● **Supplied data**
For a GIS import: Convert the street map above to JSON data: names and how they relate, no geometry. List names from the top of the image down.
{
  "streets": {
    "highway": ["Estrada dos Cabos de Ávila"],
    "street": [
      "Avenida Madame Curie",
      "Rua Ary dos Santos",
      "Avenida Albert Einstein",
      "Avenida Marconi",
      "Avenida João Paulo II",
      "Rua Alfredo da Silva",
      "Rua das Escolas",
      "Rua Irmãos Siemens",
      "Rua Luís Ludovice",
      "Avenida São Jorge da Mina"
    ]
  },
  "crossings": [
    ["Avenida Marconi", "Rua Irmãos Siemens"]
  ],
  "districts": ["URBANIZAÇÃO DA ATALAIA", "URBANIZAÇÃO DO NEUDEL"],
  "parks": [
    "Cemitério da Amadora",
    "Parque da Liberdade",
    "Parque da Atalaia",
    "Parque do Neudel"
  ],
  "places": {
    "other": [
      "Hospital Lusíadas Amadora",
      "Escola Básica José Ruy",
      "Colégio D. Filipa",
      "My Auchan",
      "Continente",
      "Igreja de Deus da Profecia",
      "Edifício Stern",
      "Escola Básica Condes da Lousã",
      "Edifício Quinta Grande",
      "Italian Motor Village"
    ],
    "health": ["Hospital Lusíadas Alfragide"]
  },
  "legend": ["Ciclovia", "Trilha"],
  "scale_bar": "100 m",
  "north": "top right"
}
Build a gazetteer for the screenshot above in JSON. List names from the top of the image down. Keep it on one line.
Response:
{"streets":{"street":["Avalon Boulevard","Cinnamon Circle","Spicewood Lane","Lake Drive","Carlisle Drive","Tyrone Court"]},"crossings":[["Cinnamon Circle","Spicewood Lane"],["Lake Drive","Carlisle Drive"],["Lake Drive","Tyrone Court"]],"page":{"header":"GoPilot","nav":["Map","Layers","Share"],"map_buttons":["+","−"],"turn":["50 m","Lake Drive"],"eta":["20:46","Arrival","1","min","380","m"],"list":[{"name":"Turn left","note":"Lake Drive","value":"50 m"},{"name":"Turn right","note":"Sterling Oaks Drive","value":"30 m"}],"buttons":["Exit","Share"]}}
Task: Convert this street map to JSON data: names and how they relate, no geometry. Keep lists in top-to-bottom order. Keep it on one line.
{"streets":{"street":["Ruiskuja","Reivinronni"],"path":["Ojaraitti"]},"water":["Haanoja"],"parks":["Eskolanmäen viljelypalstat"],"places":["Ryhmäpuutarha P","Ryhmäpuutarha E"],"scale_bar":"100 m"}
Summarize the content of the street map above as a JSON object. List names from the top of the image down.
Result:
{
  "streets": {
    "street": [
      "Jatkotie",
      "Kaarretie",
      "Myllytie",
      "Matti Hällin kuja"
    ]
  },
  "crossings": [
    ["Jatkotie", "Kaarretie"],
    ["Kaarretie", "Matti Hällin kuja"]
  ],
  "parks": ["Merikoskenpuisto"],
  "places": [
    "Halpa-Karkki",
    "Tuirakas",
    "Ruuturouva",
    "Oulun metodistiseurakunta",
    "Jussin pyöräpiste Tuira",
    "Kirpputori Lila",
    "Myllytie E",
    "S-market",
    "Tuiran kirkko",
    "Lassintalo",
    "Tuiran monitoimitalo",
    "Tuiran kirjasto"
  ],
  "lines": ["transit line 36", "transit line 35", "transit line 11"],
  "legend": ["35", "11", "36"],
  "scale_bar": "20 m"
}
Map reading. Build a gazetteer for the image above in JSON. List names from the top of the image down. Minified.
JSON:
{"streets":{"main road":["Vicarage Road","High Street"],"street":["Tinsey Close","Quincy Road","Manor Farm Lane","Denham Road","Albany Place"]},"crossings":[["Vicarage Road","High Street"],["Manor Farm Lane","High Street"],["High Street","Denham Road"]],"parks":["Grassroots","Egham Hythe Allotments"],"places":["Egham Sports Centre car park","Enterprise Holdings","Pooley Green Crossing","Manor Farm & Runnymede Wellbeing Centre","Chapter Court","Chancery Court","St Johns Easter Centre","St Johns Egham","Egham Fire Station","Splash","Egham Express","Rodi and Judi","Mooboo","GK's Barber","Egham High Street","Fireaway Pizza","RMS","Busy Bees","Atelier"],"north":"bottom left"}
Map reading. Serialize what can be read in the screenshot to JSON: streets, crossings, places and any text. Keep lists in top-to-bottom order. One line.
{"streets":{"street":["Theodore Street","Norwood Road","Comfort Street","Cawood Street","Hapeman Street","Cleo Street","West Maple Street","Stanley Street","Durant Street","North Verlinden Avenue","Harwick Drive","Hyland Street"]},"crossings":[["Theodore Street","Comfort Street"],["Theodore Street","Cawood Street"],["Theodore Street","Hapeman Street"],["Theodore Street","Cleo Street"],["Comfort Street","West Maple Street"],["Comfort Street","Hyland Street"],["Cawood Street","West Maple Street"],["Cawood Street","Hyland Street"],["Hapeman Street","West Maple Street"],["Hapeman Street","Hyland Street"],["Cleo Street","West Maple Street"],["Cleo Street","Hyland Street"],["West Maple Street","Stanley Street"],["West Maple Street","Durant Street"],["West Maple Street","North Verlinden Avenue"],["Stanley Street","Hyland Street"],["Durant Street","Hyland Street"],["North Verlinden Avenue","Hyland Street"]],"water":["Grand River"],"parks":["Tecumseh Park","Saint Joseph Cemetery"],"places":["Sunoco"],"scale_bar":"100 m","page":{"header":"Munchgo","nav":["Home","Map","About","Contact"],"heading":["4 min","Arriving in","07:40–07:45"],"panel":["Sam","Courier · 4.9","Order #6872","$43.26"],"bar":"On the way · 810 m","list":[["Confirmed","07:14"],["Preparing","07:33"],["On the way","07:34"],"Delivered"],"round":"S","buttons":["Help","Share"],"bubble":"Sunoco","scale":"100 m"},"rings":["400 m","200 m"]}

● **Try it**
Produce a verbatim copy of all the material.

● **Answer to this problem**
For a GIS import: Convert the street map above to JSON data: names and how they relate, no geometry. List names from the top of the image down.
{
  "streets": {
    "highway": ["Estrada dos Cabos de Ávila"],
    "street": [
      "Avenida Madame Curie",
      "Rua Ary dos Santos",
      "Avenida Albert Einstein",
      "Avenida Marconi",
      "Avenida João Paulo II",
      "Rua Alfredo da Silva",
      "Rua das Escolas",
      "Rua Irmãos Siemens",
      "Rua Luís Ludovice",
      "Avenida São Jorge da Mina"
    ]
  },
  "crossings": [
    ["Avenida Marconi", "Rua Irmãos Siemens"]
  ],
  "districts": ["URBANIZAÇÃO DA ATALAIA", "URBANIZAÇÃO DO NEUDEL"],
  "parks": [
    "Cemitério da Amadora",
    "Parque da Liberdade",
    "Parque da Atalaia",
    "Parque do Neudel"
  ],
  "places": {
    "other": [
      "Hospital Lusíadas Amadora",
      "Escola Básica José Ruy",
      "Colégio D. Filipa",
      "My Auchan",
      "Continente",
      "Igreja de Deus da Profecia",
      "Edifício Stern",
      "Escola Básica Condes da Lousã",
      "Edifício Quinta Grande",
      "Italian Motor Village"
    ],
    "health": ["Hospital Lusíadas Alfragide"]
  },
  "legend": ["Ciclovia", "Trilha"],
  "scale_bar": "100 m",
  "north": "top right"
}
Build a gazetteer for the screenshot above in JSON. List names from the top of the image down. Keep it on one line.
Response:
{"streets":{"street":["Avalon Boulevard","Cinnamon Circle","Spicewood Lane","Lake Drive","Carlisle Drive","Tyrone Court"]},"crossings":[["Cinnamon Circle","Spicewood Lane"],["Lake Drive","Carlisle Drive"],["Lake Drive","Tyrone Court"]],"page":{"header":"GoPilot","nav":["Map","Layers","Share"],"map_buttons":["+","−"],"turn":["50 m","Lake Drive"],"eta":["20:46","Arrival","1","min","380","m"],"list":[{"name":"Turn left","note":"Lake Drive","value":"50 m"},{"name":"Turn right","note":"Sterling Oaks Drive","value":"30 m"}],"buttons":["Exit","Share"]}}
Task: Convert this street map to JSON data: names and how they relate, no geometry. Keep lists in top-to-bottom order. Keep it on one line.
{"streets":{"street":["Ruiskuja","Reivinronni"],"path":["Ojaraitti"]},"water":["Haanoja"],"parks":["Eskolanmäen viljelypalstat"],"places":["Ryhmäpuutarha P","Ryhmäpuutarha E"],"scale_bar":"100 m"}
Summarize the content of the street map above as a JSON object. List names from the top of the image down.
Result:
{
  "streets": {
    "street": [
      "Jatkotie",
      "Kaarretie",
      "Myllytie",
      "Matti Hällin kuja"
    ]
  },
  "crossings": [
    ["Jatkotie", "Kaarretie"],
    ["Kaarretie", "Matti Hällin kuja"]
  ],
  "parks": ["Merikoskenpuisto"],
  "places": [
    "Halpa-Karkki",
    "Tuirakas",
    "Ruuturouva",
    "Oulun metodistiseurakunta",
    "Jussin pyöräpiste Tuira",
    "Kirpputori Lila",
    "Myllytie E",
    "S-market",
    "Tuiran kirkko",
    "Lassintalo",
    "Tuiran monitoimitalo",
    "Tuiran kirjasto"
  ],
  "lines": ["transit line 36", "transit line 35", "transit line 11"],
  "legend": ["35", "11", "36"],
  "scale_bar": "20 m"
}
Map reading. Build a gazetteer for the image above in JSON. List names from the top of the image down. Minified.
JSON:
{"streets":{"main road":["Vicarage Road","High Street"],"street":["Tinsey Close","Quincy Road","Manor Farm Lane","Denham Road","Albany Place"]},"crossings":[["Vicarage Road","High Street"],["Manor Farm Lane","High Street"],["High Street","Denham Road"]],"parks":["Grassroots","Egham Hythe Allotments"],"places":["Egham Sports Centre car park","Enterprise Holdings","Pooley Green Crossing","Manor Farm & Runnymede Wellbeing Centre","Chapter Court","Chancery Court","St Johns Easter Centre","St Johns Egham","Egham Fire Station","Splash","Egham Express","Rodi and Judi","Mooboo","GK's Barber","Egham High Street","Fireaway Pizza","RMS","Busy Bees","Atelier"],"north":"bottom left"}
Map reading. Serialize what can be read in the screenshot to JSON: streets, crossings, places and any text. Keep lists in top-to-bottom order. One line.
{"streets":{"street":["Theodore Street","Norwood Road","Comfort Street","Cawood Street","Hapeman Street","Cleo Street","West Maple Street","Stanley Street","Durant Street","North Verlinden Avenue","Harwick Drive","Hyland Street"]},"crossings":[["Theodore Street","Comfort Street"],["Theodore Street","Cawood Street"],["Theodore Street","Hapeman Street"],["Theodore Street","Cleo Street"],["Comfort Street","West Maple Street"],["Comfort Street","Hyland Street"],["Cawood Street","West Maple Street"],["Cawood Street","Hyland Street"],["Hapeman Street","West Maple Street"],["Hapeman Street","Hyland Street"],["Cleo Street","West Maple Street"],["Cleo Street","Hyland Street"],["West Maple Street","Stanley Street"],["West Maple Street","Durant Street"],["West Maple Street","North Verlinden Avenue"],["Stanley Street","Hyland Street"],["Durant Street","Hyland Street"],["North Verlinden Avenue","Hyland Street"]],"water":["Grand River"],"parks":["Tecumseh Park","Saint Joseph Cemetery"],"places":["Sunoco"],"scale_bar":"100 m","page":{"header":"Munchgo","nav":["Home","Map","About","Contact"],"heading":["4 min","Arriving in","07:40–07:45"],"panel":["Sam","Courier · 4.9","Order #6872","$43.26"],"bar":"On the way · 810 m","list":[["Confirmed","07:14"],["Preparing","07:33"],["On the way","07:34"],"Delivered"],"round":"S","buttons":["Help","Share"],"bubble":"Sunoco","scale":"100 m"},"rings":["400 m","200 m"]}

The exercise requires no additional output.